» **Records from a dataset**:
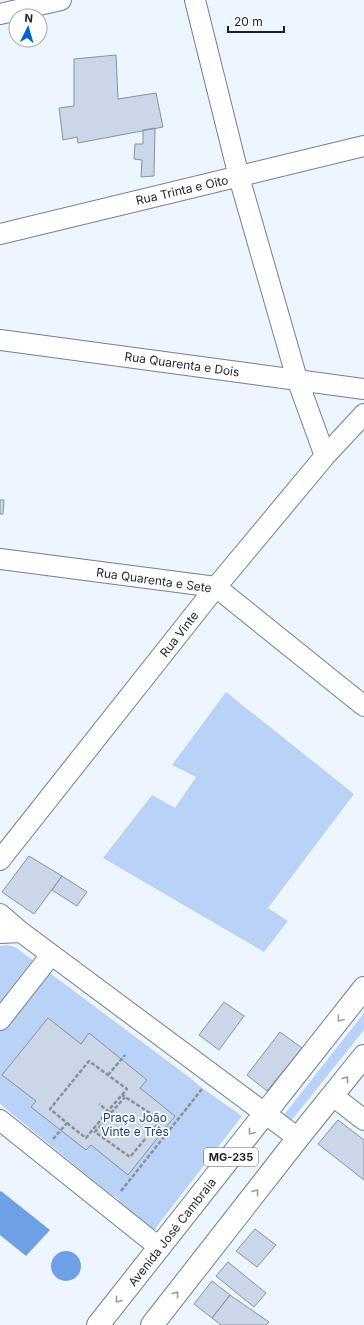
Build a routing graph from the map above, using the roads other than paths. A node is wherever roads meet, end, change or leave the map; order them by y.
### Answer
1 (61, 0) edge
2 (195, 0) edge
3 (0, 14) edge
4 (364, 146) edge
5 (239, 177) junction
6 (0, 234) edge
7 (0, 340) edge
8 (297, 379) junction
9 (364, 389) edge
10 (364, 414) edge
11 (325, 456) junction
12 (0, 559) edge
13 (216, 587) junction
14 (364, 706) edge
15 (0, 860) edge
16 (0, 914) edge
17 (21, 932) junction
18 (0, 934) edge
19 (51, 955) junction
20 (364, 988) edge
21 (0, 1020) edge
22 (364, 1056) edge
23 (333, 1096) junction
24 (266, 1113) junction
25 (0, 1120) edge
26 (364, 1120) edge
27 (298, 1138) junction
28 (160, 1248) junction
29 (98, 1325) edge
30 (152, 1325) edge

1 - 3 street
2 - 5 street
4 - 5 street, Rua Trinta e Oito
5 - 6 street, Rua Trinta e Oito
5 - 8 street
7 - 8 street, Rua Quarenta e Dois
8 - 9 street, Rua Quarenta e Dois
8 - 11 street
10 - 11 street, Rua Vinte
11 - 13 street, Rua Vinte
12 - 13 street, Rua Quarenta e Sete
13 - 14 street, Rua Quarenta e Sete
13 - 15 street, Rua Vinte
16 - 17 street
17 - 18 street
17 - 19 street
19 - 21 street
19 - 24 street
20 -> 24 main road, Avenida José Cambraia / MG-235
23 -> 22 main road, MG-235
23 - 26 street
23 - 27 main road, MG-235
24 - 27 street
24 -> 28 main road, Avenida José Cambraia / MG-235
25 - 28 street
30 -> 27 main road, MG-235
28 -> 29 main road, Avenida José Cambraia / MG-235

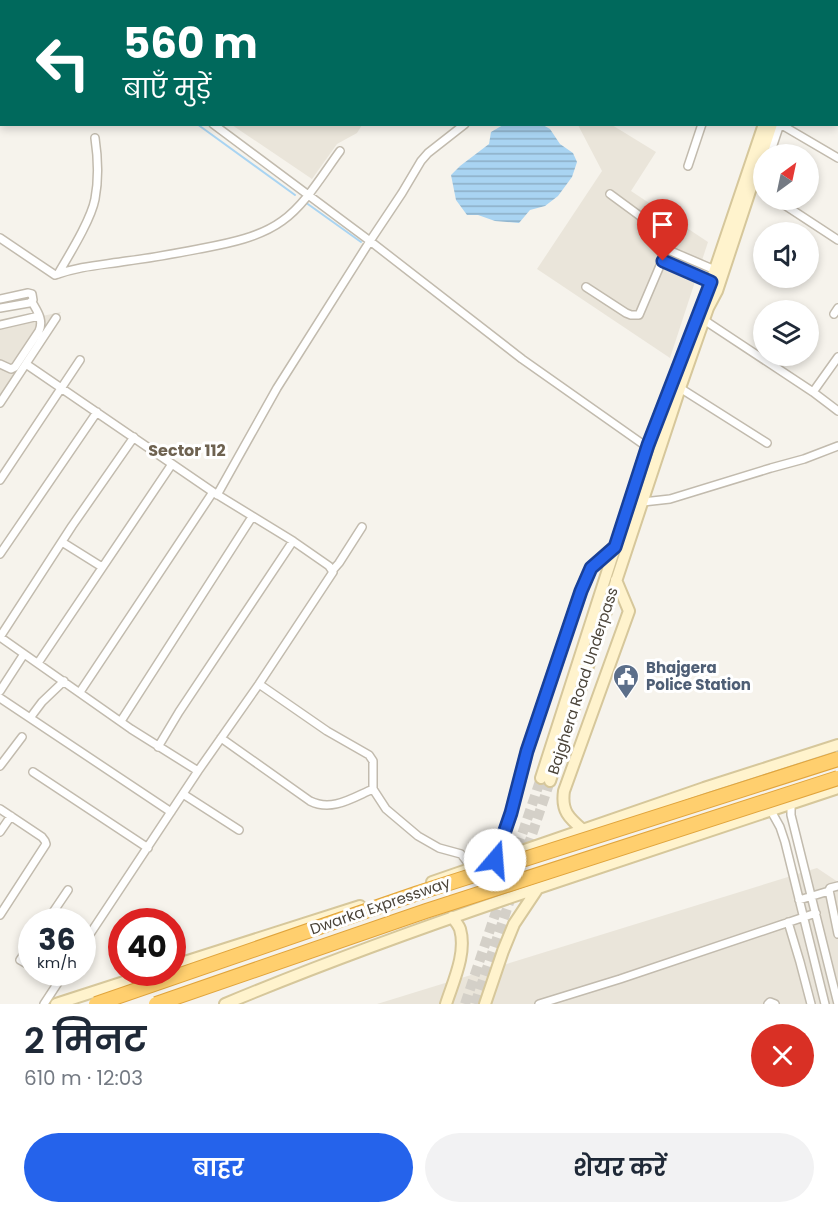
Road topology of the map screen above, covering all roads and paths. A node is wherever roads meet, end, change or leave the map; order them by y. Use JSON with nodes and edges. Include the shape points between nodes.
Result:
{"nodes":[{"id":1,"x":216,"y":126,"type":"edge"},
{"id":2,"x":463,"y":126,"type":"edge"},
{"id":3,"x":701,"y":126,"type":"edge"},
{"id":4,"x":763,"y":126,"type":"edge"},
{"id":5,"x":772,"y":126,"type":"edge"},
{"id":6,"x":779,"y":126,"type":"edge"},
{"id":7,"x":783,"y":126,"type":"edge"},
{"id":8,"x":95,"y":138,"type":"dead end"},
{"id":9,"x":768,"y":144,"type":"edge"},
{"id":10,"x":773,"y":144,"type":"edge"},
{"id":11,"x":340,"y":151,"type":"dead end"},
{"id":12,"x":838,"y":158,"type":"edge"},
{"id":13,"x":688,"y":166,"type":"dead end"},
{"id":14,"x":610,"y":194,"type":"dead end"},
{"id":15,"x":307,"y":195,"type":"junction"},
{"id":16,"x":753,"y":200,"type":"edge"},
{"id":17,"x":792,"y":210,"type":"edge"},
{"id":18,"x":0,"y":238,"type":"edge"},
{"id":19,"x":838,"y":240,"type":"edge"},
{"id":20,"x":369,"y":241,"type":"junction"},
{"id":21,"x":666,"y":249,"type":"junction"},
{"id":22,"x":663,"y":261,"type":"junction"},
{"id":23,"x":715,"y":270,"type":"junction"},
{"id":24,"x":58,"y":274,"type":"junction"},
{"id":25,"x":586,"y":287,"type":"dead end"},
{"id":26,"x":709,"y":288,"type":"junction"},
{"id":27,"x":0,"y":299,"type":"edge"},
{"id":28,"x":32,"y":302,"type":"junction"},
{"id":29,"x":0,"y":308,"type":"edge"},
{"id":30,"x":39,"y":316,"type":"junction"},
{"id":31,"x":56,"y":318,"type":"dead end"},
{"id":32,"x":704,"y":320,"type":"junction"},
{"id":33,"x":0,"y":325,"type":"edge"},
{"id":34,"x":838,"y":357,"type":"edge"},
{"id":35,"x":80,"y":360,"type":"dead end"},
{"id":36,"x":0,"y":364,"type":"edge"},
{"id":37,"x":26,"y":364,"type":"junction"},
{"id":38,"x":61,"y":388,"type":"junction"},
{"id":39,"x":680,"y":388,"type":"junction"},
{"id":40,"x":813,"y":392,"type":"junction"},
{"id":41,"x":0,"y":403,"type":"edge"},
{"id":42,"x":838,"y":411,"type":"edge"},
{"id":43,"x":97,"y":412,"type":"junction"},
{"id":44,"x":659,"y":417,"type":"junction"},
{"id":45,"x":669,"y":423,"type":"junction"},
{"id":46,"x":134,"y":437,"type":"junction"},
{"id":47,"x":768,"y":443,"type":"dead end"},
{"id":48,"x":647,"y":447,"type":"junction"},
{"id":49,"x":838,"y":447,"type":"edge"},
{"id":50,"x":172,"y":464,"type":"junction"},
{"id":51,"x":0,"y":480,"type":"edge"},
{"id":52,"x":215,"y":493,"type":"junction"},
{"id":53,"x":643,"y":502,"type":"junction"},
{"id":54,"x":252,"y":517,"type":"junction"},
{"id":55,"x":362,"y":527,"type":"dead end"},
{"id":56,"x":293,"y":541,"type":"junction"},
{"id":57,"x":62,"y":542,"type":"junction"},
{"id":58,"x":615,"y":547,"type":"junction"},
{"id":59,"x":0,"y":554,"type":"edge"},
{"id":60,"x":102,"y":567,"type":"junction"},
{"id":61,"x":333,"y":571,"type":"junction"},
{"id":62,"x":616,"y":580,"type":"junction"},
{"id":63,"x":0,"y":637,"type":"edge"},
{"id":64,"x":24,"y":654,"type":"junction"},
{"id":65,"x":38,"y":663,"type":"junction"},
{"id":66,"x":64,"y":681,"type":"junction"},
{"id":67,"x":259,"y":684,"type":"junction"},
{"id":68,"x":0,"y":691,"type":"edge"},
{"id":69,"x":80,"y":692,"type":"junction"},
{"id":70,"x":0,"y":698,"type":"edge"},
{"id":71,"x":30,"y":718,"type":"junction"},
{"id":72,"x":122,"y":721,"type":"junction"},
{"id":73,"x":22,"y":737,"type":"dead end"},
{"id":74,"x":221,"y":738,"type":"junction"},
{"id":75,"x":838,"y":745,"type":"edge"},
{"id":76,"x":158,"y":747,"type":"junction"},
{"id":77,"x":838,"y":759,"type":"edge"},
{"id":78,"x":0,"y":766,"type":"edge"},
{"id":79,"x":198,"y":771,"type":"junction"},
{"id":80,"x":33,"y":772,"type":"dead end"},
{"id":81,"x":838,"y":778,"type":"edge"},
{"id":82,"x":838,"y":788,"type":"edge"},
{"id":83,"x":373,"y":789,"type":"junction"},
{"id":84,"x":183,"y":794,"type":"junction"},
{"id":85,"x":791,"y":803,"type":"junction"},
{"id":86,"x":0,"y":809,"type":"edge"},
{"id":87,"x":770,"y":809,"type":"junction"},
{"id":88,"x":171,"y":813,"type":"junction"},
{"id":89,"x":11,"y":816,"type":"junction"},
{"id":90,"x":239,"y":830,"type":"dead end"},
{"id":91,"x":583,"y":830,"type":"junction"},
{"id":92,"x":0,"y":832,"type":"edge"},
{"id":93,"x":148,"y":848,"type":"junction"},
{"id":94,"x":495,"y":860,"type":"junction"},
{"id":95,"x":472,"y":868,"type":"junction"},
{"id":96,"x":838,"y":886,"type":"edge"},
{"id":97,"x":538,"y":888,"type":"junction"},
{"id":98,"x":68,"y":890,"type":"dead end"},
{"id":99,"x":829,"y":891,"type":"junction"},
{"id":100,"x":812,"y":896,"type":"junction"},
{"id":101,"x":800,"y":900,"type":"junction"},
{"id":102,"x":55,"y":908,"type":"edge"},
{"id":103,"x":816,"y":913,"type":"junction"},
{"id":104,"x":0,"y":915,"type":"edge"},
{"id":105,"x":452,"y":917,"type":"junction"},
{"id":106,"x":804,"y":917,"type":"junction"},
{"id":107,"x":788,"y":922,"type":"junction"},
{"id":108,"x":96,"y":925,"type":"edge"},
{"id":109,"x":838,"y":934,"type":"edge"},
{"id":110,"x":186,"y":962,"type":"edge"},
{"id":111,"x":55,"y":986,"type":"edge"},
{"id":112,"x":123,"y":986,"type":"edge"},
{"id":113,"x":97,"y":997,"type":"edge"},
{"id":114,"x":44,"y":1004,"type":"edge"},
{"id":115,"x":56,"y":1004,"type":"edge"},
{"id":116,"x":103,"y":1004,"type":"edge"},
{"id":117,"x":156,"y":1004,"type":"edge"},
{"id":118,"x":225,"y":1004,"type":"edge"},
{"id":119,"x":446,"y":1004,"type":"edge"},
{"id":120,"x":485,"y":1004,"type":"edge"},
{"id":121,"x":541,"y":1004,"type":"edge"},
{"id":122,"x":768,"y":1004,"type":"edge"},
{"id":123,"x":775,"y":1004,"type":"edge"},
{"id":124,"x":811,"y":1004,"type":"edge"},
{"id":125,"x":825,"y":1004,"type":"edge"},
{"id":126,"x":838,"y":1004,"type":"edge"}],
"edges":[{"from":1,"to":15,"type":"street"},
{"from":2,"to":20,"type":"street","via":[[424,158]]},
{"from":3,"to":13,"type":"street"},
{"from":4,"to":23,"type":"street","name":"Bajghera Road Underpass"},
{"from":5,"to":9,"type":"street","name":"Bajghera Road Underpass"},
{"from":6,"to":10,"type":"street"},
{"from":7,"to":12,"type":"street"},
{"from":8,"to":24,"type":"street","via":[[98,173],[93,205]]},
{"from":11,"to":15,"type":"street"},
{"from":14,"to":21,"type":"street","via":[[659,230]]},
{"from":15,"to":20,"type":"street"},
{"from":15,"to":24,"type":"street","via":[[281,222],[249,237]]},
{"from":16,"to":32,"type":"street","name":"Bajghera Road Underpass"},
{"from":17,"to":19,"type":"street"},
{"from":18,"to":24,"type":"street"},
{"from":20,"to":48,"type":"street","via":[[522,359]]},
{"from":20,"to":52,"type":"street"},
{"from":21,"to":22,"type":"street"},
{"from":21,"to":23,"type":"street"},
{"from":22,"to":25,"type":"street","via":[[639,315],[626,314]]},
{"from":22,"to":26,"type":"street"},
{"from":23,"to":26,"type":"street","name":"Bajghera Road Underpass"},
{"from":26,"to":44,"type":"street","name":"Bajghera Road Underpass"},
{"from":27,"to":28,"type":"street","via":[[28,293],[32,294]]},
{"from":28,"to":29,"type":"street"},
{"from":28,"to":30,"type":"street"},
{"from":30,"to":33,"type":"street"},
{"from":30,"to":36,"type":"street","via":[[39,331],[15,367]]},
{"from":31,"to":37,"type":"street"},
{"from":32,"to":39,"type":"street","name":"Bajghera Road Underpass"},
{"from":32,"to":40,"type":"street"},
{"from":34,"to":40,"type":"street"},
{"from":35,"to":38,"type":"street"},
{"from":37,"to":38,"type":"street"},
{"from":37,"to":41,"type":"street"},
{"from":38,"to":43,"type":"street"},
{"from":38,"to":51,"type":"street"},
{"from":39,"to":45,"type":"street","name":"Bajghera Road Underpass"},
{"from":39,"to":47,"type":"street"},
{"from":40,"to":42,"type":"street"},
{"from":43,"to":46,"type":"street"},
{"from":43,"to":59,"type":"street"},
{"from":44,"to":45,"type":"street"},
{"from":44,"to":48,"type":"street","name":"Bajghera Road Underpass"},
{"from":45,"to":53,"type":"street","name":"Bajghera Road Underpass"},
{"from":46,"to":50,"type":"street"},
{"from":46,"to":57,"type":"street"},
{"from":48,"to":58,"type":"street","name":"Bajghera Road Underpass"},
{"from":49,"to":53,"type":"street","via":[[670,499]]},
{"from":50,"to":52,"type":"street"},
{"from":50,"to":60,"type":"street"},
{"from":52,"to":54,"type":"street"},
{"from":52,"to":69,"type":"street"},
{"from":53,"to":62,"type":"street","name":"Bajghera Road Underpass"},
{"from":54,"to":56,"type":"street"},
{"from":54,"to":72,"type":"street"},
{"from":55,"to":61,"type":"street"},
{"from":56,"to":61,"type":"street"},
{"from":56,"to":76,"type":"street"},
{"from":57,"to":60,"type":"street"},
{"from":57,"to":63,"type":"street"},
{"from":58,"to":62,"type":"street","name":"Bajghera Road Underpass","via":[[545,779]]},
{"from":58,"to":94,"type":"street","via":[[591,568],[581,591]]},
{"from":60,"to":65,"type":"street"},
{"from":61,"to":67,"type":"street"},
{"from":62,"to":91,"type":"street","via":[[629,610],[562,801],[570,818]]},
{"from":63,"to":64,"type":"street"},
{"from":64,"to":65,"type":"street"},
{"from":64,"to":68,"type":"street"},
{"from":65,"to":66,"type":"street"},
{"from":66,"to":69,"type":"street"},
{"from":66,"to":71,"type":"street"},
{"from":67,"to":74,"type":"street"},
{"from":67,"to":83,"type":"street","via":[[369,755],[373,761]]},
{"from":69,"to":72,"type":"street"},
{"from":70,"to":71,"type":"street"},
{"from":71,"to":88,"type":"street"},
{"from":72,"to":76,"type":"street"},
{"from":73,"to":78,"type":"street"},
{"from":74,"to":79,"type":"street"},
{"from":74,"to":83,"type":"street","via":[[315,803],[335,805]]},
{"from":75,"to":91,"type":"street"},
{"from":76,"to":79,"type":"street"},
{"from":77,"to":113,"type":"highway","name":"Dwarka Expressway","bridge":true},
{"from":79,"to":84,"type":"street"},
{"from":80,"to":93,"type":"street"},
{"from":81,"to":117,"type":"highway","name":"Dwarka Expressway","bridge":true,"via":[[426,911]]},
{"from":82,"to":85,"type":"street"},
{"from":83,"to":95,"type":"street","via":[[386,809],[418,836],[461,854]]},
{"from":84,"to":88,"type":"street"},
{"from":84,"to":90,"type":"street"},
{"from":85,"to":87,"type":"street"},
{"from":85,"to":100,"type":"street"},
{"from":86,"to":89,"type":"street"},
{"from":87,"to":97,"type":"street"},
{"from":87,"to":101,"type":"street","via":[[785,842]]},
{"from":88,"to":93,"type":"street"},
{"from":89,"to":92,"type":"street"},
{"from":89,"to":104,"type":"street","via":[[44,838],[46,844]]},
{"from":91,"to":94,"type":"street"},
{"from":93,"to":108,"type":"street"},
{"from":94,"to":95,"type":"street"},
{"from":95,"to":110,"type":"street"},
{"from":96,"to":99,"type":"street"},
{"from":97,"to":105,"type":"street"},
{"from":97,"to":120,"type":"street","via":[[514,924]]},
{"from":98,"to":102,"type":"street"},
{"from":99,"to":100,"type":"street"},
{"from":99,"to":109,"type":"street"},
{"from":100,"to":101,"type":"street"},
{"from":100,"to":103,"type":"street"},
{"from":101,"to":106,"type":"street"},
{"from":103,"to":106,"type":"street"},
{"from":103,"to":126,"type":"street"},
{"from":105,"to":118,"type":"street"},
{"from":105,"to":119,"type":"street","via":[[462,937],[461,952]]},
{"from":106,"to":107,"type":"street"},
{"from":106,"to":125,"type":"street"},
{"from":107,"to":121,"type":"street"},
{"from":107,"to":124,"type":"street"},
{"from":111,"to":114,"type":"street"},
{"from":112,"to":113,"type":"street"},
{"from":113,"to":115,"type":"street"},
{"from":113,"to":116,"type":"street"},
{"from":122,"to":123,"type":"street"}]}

» **THE TASK**:
For the word "roads", tally the lines above that hold it and answer with the number alone.

» **RESPONSE FOR THIS EXERCISE**:
2